BEGIN
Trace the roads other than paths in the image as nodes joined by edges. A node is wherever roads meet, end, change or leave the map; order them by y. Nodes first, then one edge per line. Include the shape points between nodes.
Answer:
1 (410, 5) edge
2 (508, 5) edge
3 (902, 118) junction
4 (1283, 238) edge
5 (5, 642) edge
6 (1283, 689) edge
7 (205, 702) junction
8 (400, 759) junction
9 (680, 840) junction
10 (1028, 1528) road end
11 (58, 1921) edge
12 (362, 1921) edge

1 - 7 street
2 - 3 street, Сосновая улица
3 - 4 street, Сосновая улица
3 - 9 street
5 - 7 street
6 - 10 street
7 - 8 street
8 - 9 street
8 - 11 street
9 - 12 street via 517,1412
END
Your goal. Without any change, write the listing out again.

Finished task.
Trace the roads other than paths in the image as nodes joined by edges. A node is wherever roads meet, end, change or leave the map; order them by y. Nodes first, then one edge per line. Include the shape points between nodes.
Answer:
1 (410, 5) edge
2 (508, 5) edge
3 (902, 118) junction
4 (1283, 238) edge
5 (5, 642) edge
6 (1283, 689) edge
7 (205, 702) junction
8 (400, 759) junction
9 (680, 840) junction
10 (1028, 1528) road end
11 (58, 1921) edge
12 (362, 1921) edge

1 - 7 street
2 - 3 street, Сосновая улица
3 - 4 street, Сосновая улица
3 - 9 street
5 - 7 street
6 - 10 street
7 - 8 street
8 - 9 street
8 - 11 street
9 - 12 street via 517,1412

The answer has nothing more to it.